The petition then “prays a writ of mandamus directed to said William IT. Dietrich as judge, commanding him forthwith to settle and sign the proposed statement of facts presented and marked presented by him on the 14th day of April, 1910, and cause the same to be filed of record in the Municipal Court of Chicago, and that such further order may be made in the premises as justice may require.”

The petition purports to be “verified” by the president of the relator in the following terms:

“B. Grlendenning being first duly sworn deposes and says that the several matters and things in said petition contained are true to the best of his knowledge, information and belief. ’ ’

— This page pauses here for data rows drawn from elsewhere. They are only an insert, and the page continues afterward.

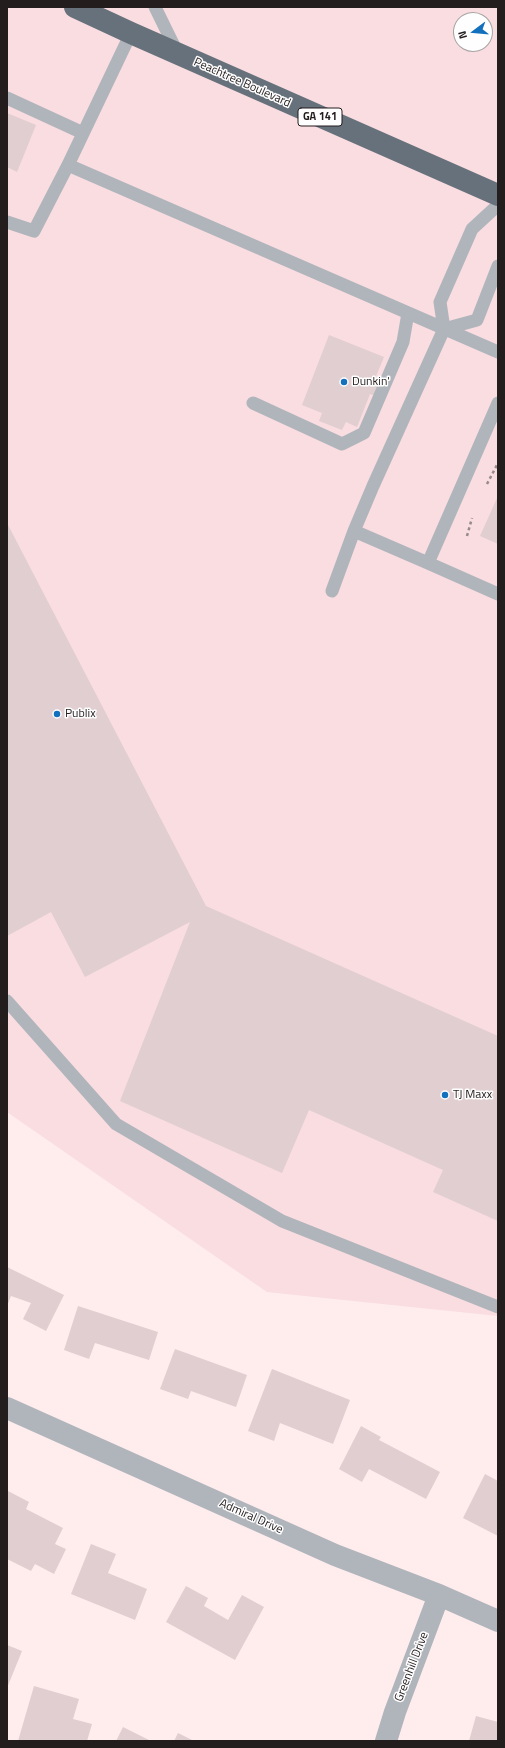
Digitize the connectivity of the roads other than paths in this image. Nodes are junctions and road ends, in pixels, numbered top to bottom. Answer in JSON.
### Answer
{"nodes":[{"id":1,"x":75,"y":7,"type":"edge"},
{"id":2,"x":155,"y":7,"type":"edge"},
{"id":3,"x":131,"y":33,"type":"junction"},
{"id":4,"x":178,"y":54,"type":"junction"},
{"id":5,"x":7,"y":98,"type":"edge"},
{"id":6,"x":83,"y":133,"type":"junction"},
{"id":7,"x":68,"y":165,"type":"junction"},
{"id":8,"x":498,"y":195,"type":"edge"},
{"id":9,"x":498,"y":205,"type":"edge"},
{"id":10,"x":7,"y":222,"type":"edge"},
{"id":11,"x":498,"y":266,"type":"edge"},
{"id":12,"x":408,"y":313,"type":"junction"},
{"id":13,"x":444,"y":329,"type":"junction"},
{"id":14,"x":498,"y":352,"type":"edge"},
{"id":15,"x":253,"y":403,"type":"dead end"},
{"id":16,"x":498,"y":403,"type":"edge"},
{"id":17,"x":354,"y":531,"type":"junction"},
{"id":18,"x":428,"y":563,"type":"junction"},
{"id":19,"x":332,"y":591,"type":"dead end"},
{"id":20,"x":498,"y":594,"type":"edge"},
{"id":21,"x":7,"y":1001,"type":"edge"},
{"id":22,"x":498,"y":1307,"type":"edge"},
{"id":23,"x":7,"y":1408,"type":"edge"},
{"id":24,"x":439,"y":1594,"type":"junction"},
{"id":25,"x":498,"y":1621,"type":"edge"},
{"id":26,"x":386,"y":1741,"type":"edge"}],
"edges":[{"from":1,"to":3,"type":"highway","name":"Peachtree Boulevard","number":"GA 141"},
{"from":2,"to":4,"type":"lane"},
{"from":3,"to":4,"type":"highway","name":"Peachtree Boulevard","number":"GA 141"},
{"from":3,"to":6,"type":"lane"},
{"from":4,"to":8,"type":"highway","name":"Peachtree Boulevard","number":"GA 141"},
{"from":5,"to":6,"type":"lane"},
{"from":6,"to":7,"type":"lane"},
{"from":7,"to":10,"type":"lane"},
{"from":7,"to":12,"type":"lane"},
{"from":9,"to":13,"type":"lane"},
{"from":11,"to":13,"type":"lane"},
{"from":12,"to":13,"type":"lane"},
{"from":12,"to":15,"type":"lane"},
{"from":13,"to":14,"type":"lane"},
{"from":13,"to":17,"type":"lane"},
{"from":16,"to":18,"type":"lane"},
{"from":17,"to":18,"type":"lane"},
{"from":17,"to":19,"type":"lane"},
{"from":18,"to":20,"type":"lane"},
{"from":21,"to":22,"type":"lane"},
{"from":23,"to":24,"type":"street","name":"Admiral Drive"},
{"from":24,"to":25,"type":"street","name":"Admiral Drive"},
{"from":24,"to":26,"type":"street","name":"Greenhill Drive"}]}
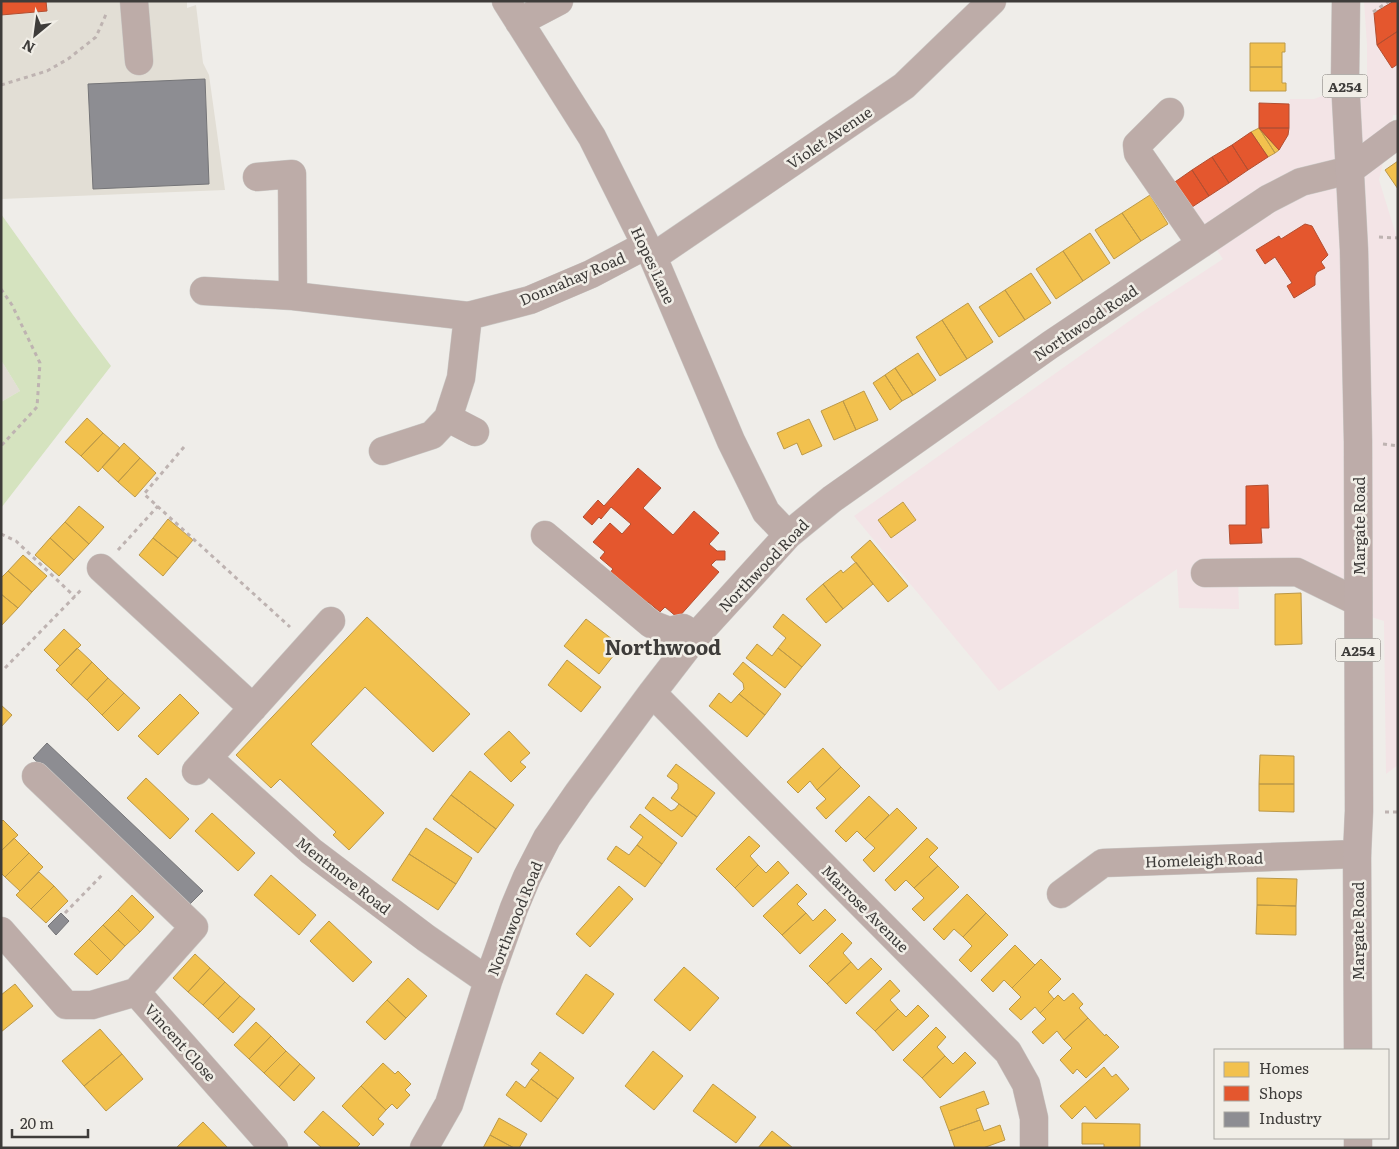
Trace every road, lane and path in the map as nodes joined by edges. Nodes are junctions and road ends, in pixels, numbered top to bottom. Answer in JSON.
{"nodes":[{"id":1,"x":559,"y":1,"type":"edge"},
{"id":2,"x":1346,"y":1,"type":"edge"},
{"id":3,"x":122,"y":3,"type":"edge"},
{"id":4,"x":986,"y":3,"type":"edge"},
{"id":5,"x":512,"y":11,"type":"edge"},
{"id":6,"x":139,"y":61,"type":"dead end"},
{"id":7,"x":1,"y":84,"type":"edge"},
{"id":8,"x":1170,"y":112,"type":"dead end"},
{"id":9,"x":1398,"y":134,"type":"edge"},
{"id":10,"x":1350,"y":170,"type":"junction"},
{"id":11,"x":257,"y":176,"type":"dead end"},
{"id":12,"x":1201,"y":244,"type":"junction"},
{"id":13,"x":650,"y":251,"type":"junction"},
{"id":14,"x":1,"y":289,"type":"edge"},
{"id":15,"x":204,"y":292,"type":"dead end"},
{"id":16,"x":293,"y":296,"type":"junction"},
{"id":17,"x":468,"y":316,"type":"junction"},
{"id":18,"x":448,"y":418,"type":"junction"},
{"id":19,"x":475,"y":432,"type":"dead end"},
{"id":20,"x":1,"y":446,"type":"edge"},
{"id":21,"x":184,"y":447,"type":"dead end"},
{"id":22,"x":383,"y":451,"type":"dead end"},
{"id":23,"x":1,"y":534,"type":"edge"},
{"id":24,"x":545,"y":535,"type":"dead end"},
{"id":25,"x":788,"y":535,"type":"junction"},
{"id":26,"x":101,"y":568,"type":"dead end"},
{"id":27,"x":1205,"y":574,"type":"dead end"},
{"id":28,"x":75,"y":597,"type":"dead end"},
{"id":29,"x":1358,"y":602,"type":"junction"},
{"id":30,"x":331,"y":621,"type":"dead end"},
{"id":31,"x":696,"y":636,"type":"junction"},
{"id":32,"x":310,"y":645,"type":"junction"},
{"id":33,"x":652,"y":693,"type":"junction"},
{"id":34,"x":253,"y":708,"type":"junction"},
{"id":35,"x":36,"y":776,"type":"dead end"},
{"id":36,"x":1357,"y":854,"type":"junction"},
{"id":37,"x":120,"y":857,"type":"junction"},
{"id":38,"x":1062,"y":894,"type":"dead end"},
{"id":39,"x":65,"y":913,"type":"dead end"},
{"id":40,"x":3,"y":936,"type":"edge"},
{"id":41,"x":488,"y":981,"type":"junction"},
{"id":42,"x":136,"y":992,"type":"junction"},
{"id":43,"x":1358,"y":1049,"type":"edge"},
{"id":44,"x":274,"y":1148,"type":"edge"},
{"id":45,"x":424,"y":1148,"type":"edge"},
{"id":46,"x":1034,"y":1148,"type":"edge"}],
"edges":[{"from":1,"to":5,"type":"street"},
{"from":2,"to":10,"type":"main road","name":"Margate Road","number":"A254"},
{"from":3,"to":6,"type":"street"},
{"from":3,"to":7,"type":"path"},
{"from":4,"to":13,"type":"street","name":"Violet Avenue"},
{"from":5,"to":13,"type":"street","name":"Hopes Lane"},
{"from":8,"to":12,"type":"street"},
{"from":9,"to":10,"type":"main road"},
{"from":10,"to":12,"type":"street","name":"Northwood Road"},
{"from":10,"to":29,"type":"main road","name":"Margate Road","number":"A254"},
{"from":11,"to":16,"type":"street"},
{"from":12,"to":25,"type":"street","name":"Northwood Road"},
{"from":13,"to":17,"type":"street","name":"Donnahay Road"},
{"from":13,"to":25,"type":"street","name":"Hopes Lane"},
{"from":14,"to":20,"type":"path"},
{"from":15,"to":16,"type":"street","name":"Donnahay Road"},
{"from":16,"to":17,"type":"street","name":"Donnahay Road"},
{"from":17,"to":18,"type":"street"},
{"from":18,"to":19,"type":"street"},
{"from":18,"to":22,"type":"street"},
{"from":21,"to":32,"type":"path"},
{"from":23,"to":28,"type":"path"},
{"from":24,"to":31,"type":"street"},
{"from":25,"to":31,"type":"street","name":"Northwood Road"},
{"from":26,"to":34,"type":"street"},
{"from":27,"to":29,"type":"street"},
{"from":29,"to":36,"type":"main road","name":"Margate Road","number":"A254"},
{"from":30,"to":32,"type":"street","name":"Mentmore Road"},
{"from":31,"to":33,"type":"street","name":"Northwood Road"},
{"from":32,"to":34,"type":"street","name":"Mentmore Road"},
{"from":33,"to":41,"type":"street","name":"Northwood Road"},
{"from":33,"to":46,"type":"street","name":"Marrose Avenue"},
{"from":34,"to":41,"type":"street","name":"Mentmore Road"},
{"from":35,"to":37,"type":"street"},
{"from":36,"to":38,"type":"street","name":"Homeleigh Road"},
{"from":36,"to":43,"type":"main road","name":"Margate Road","number":"A254"},
{"from":37,"to":39,"type":"path"},
{"from":37,"to":42,"type":"street"},
{"from":40,"to":42,"type":"street","name":"Vincent Close"},
{"from":41,"to":45,"type":"street","name":"Northwood Road"},
{"from":42,"to":44,"type":"street","name":"Vincent Close"}]}
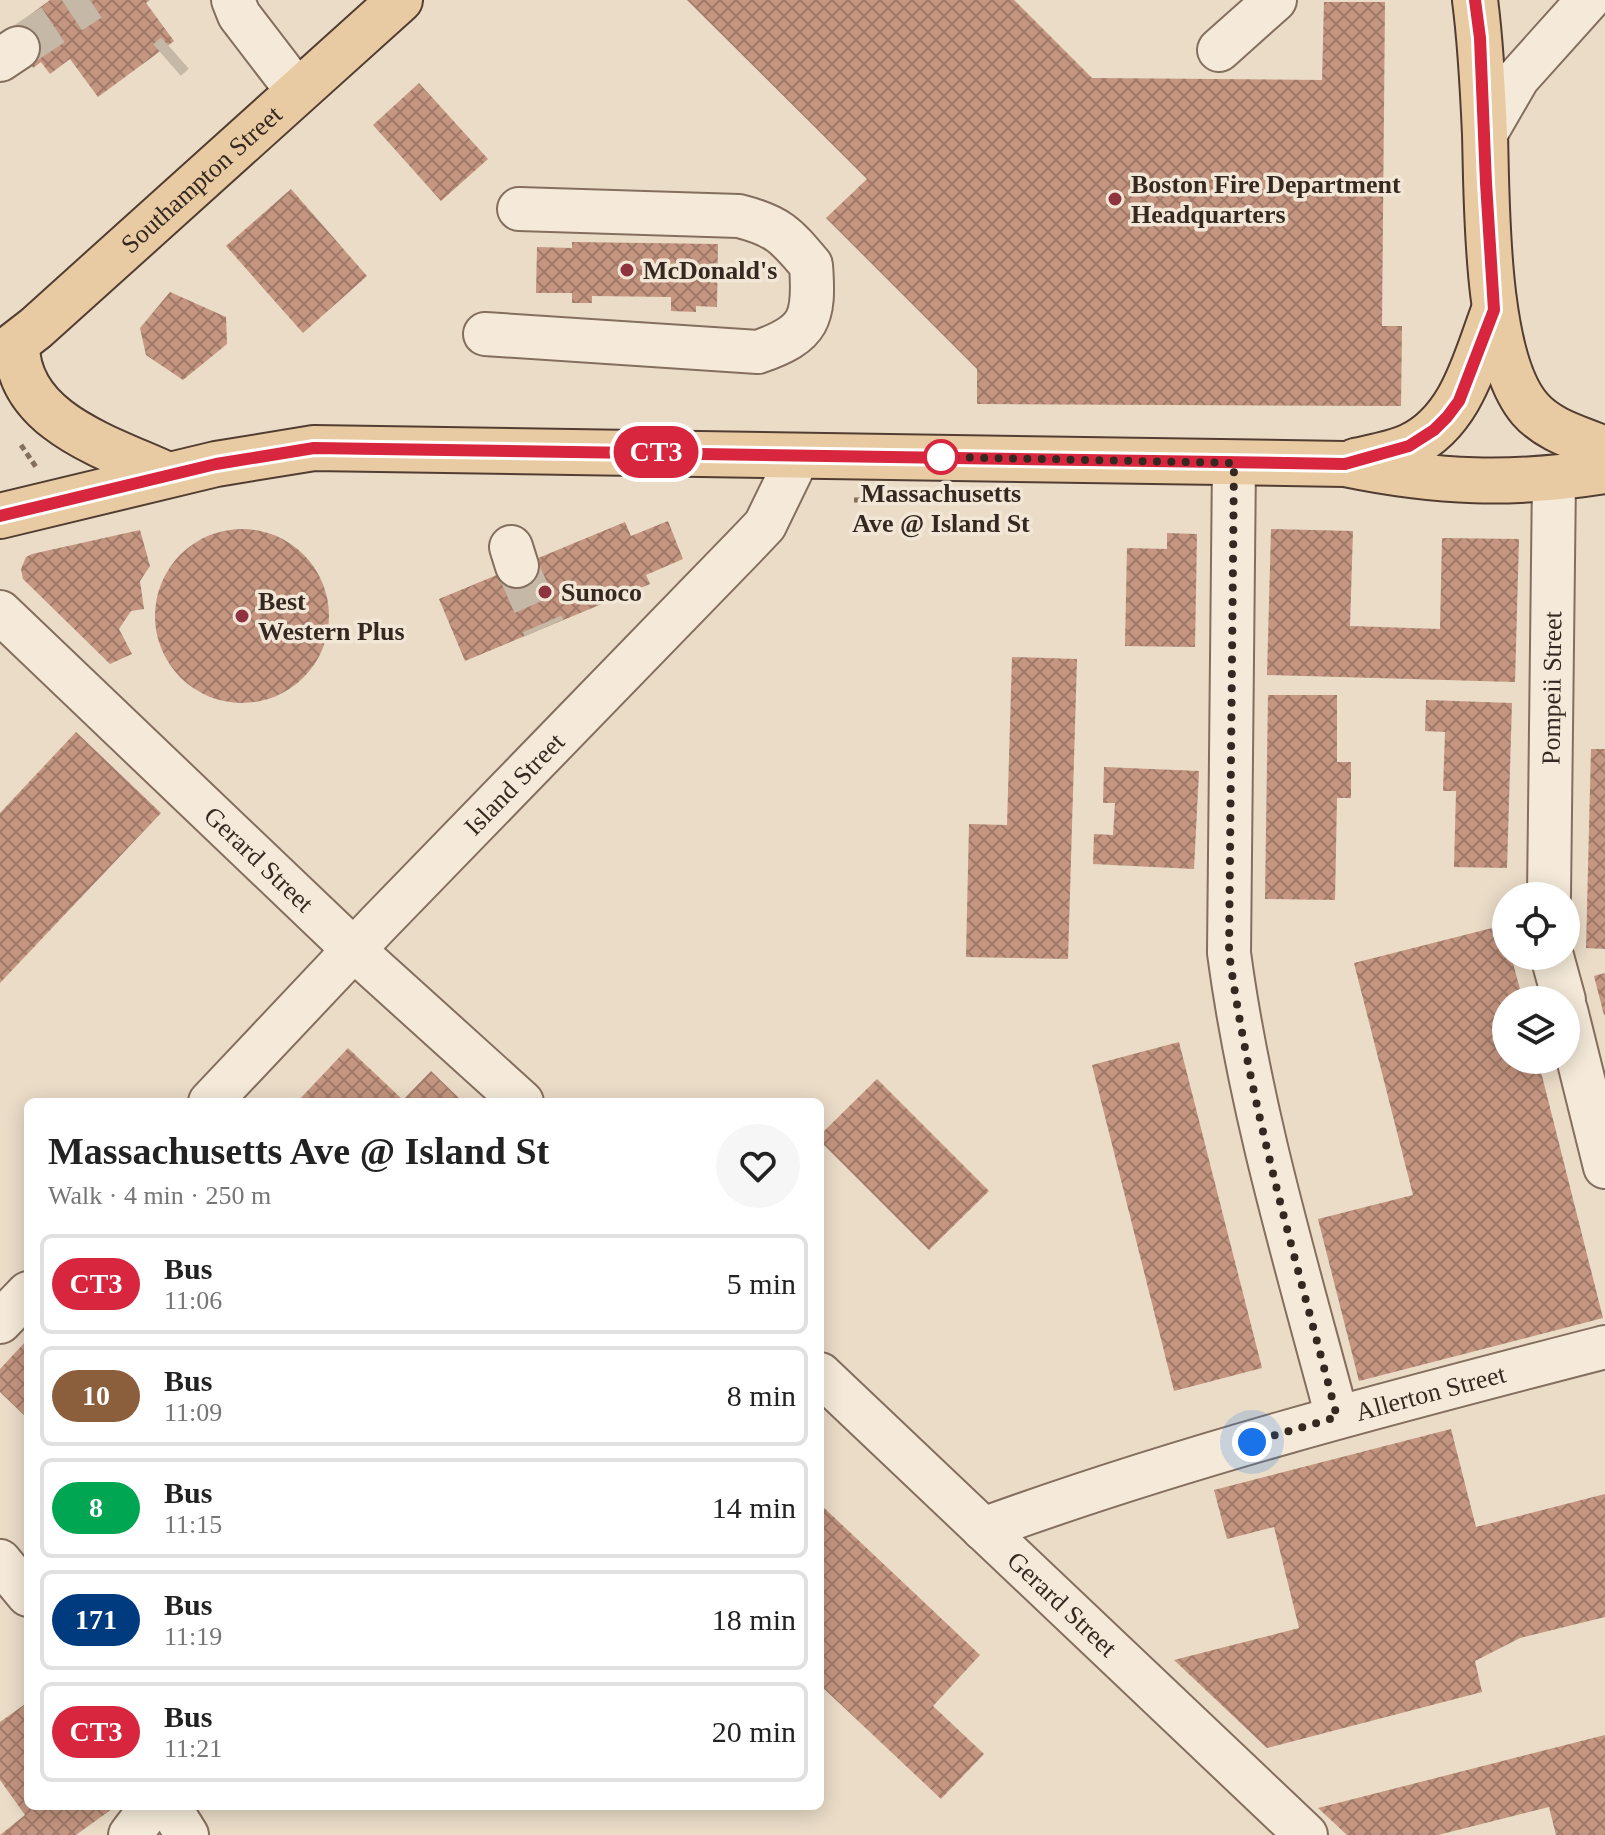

Under the practice which then prevailed in this court, process denominated “a mandamus alternative writ,” but which is certainly differentiated from the common law “alternative writ,” and is more properly a mere “rule to show cause,” was issued as of course by the clerk and without leave from the court to file the petition, or a reference of the petition to the court or an order from the court for an “alternative writ” or a “rule to show cause” or “a summons.” We do not regard this practice, although one followed for many years in this court, a correct or desirable one. It is not the rule in the Supreme Court even, which has, like the Circuit Court, original jurisdiction in mandamus proceedings; while the Appellate Court can entertain such an application only when the mandamus desired is in necessary aid of its previously acquired jurisdiction in some other matter. The Supreme Court has always held that the statute of 1874 — “To Revise the Law in Relation to Mandamus ” — applies only to practice in the Circuit Courts, and that in the Supreme Court the summons even in an original independent proceeding will not be awarded as a matter of course, but only upon cause shown by petition, and the petition can be filed only upon leave granted for that purpose. People ex rel. Cunningham v. Thistlewood, 103 Ill. 139.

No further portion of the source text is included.